▶ About this task:
When a line below contains the word "Northwest", copy that line.

::: Information shown

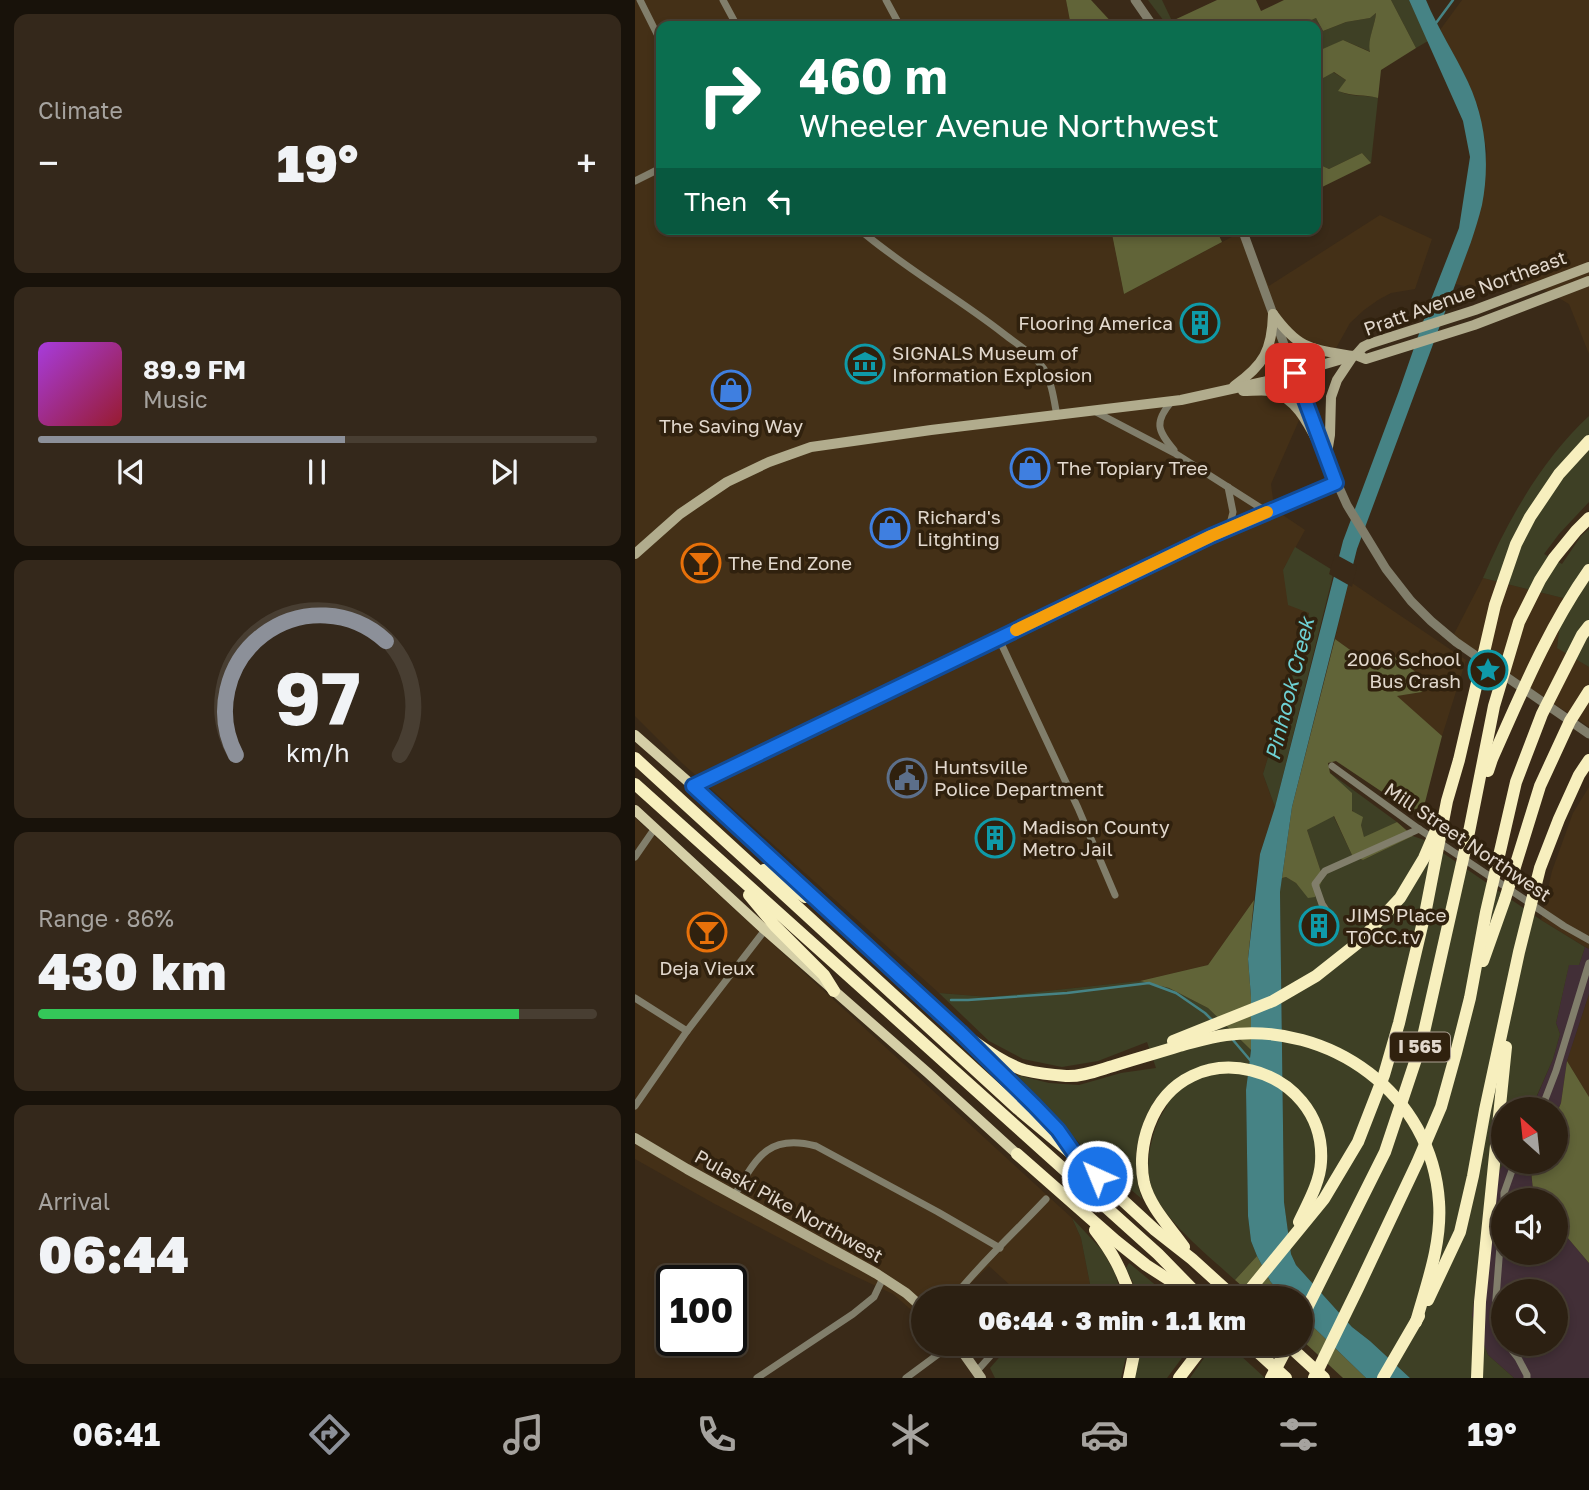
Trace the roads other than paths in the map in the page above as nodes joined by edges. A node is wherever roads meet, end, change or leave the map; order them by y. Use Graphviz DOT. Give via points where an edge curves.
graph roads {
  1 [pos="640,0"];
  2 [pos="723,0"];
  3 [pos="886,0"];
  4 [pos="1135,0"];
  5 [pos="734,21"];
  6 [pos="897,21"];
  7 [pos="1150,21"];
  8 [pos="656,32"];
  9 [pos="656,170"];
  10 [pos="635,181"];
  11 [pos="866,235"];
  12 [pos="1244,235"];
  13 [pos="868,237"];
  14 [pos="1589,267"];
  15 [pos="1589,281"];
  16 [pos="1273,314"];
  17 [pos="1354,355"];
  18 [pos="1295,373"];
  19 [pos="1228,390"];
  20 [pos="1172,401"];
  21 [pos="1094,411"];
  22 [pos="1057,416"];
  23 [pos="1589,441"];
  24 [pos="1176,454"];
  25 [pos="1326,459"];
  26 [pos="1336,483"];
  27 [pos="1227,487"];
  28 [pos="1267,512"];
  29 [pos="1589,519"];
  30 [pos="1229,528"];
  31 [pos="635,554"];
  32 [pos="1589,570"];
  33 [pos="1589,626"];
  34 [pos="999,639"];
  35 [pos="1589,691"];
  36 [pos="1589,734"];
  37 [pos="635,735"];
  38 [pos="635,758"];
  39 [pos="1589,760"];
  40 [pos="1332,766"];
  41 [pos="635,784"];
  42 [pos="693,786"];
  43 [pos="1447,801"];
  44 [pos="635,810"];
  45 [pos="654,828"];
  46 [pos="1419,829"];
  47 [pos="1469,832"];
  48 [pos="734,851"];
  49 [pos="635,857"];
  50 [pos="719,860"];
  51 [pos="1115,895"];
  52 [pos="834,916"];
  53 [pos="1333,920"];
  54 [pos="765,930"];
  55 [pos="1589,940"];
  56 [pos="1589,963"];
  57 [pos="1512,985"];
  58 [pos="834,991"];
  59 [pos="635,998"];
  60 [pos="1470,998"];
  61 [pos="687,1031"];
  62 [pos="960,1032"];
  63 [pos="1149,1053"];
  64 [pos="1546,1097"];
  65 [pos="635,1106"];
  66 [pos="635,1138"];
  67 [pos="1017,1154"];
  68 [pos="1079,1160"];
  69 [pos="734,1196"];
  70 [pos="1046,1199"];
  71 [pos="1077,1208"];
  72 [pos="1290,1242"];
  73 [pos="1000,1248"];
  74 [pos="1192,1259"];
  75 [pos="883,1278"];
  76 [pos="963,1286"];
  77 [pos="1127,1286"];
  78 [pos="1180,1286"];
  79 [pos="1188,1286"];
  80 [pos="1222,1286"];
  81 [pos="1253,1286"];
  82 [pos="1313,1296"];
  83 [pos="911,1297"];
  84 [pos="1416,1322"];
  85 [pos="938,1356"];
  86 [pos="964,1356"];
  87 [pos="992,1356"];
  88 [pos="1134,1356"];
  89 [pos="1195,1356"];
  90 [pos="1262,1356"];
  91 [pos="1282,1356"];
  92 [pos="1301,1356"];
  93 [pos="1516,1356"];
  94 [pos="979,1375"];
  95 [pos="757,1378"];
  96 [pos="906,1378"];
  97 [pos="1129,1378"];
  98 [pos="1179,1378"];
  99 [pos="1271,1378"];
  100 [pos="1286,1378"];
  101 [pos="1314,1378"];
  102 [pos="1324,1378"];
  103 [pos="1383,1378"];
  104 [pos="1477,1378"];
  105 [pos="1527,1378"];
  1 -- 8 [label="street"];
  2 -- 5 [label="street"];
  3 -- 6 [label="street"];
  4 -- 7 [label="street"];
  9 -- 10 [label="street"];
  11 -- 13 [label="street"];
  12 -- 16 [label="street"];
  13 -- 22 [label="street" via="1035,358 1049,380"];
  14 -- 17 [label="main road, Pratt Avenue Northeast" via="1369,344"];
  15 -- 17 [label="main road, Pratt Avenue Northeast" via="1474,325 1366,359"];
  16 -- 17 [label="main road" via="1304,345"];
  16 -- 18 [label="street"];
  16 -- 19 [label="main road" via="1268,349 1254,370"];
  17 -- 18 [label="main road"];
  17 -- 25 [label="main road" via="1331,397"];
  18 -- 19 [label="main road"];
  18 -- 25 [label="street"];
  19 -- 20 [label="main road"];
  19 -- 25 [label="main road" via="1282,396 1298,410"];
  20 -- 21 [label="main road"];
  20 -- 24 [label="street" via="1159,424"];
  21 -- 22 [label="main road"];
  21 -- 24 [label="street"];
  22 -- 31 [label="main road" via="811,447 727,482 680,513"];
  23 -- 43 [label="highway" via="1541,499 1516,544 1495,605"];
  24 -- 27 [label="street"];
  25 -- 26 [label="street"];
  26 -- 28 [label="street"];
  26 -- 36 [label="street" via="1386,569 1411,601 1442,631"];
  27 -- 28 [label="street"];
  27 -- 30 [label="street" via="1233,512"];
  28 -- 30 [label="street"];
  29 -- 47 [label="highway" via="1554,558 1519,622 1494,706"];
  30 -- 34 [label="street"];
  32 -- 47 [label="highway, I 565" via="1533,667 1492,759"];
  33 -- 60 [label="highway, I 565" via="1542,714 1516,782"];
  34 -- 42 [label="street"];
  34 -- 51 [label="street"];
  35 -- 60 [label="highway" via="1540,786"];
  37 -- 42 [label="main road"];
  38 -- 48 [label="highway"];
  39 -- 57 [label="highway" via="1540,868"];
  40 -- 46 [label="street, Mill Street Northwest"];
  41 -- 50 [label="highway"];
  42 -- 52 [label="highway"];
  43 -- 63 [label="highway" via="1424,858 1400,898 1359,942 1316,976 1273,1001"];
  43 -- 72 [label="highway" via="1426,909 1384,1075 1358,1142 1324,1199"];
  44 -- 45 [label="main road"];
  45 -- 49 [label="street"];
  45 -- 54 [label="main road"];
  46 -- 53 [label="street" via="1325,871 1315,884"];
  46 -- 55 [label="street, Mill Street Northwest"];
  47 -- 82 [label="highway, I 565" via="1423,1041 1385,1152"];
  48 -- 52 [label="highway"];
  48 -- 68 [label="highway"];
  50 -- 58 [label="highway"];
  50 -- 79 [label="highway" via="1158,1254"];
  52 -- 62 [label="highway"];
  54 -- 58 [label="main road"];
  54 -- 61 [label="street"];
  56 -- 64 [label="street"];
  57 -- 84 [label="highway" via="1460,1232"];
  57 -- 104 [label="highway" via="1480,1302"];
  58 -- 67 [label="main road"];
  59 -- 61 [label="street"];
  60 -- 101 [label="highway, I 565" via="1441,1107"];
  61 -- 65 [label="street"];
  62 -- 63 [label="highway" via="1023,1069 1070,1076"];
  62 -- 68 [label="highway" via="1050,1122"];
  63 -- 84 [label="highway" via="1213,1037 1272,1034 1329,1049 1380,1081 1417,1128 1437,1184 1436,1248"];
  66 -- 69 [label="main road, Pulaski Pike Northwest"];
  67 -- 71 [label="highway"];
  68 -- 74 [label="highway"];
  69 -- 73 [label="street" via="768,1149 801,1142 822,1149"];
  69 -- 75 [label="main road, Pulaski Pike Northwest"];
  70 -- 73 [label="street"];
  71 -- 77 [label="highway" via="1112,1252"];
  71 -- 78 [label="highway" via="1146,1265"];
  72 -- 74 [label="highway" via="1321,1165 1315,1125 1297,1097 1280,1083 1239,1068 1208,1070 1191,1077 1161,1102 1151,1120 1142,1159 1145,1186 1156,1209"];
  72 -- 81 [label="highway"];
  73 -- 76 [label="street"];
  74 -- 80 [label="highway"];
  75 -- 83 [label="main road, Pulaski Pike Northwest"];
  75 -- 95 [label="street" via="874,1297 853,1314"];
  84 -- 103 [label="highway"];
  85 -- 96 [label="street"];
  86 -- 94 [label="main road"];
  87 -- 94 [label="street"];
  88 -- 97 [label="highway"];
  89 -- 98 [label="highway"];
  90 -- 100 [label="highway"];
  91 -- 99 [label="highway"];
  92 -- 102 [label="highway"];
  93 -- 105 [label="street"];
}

::::::

▶ Answer:
  40 -- 46 [label="street, Mill Street Northwest"];
  46 -- 55 [label="street, Mill Street Northwest"];
  66 -- 69 [label="main road, Pulaski Pike Northwest"];
  69 -- 75 [label="main road, Pulaski Pike Northwest"];
  75 -- 83 [label="main road, Pulaski Pike Northwest"];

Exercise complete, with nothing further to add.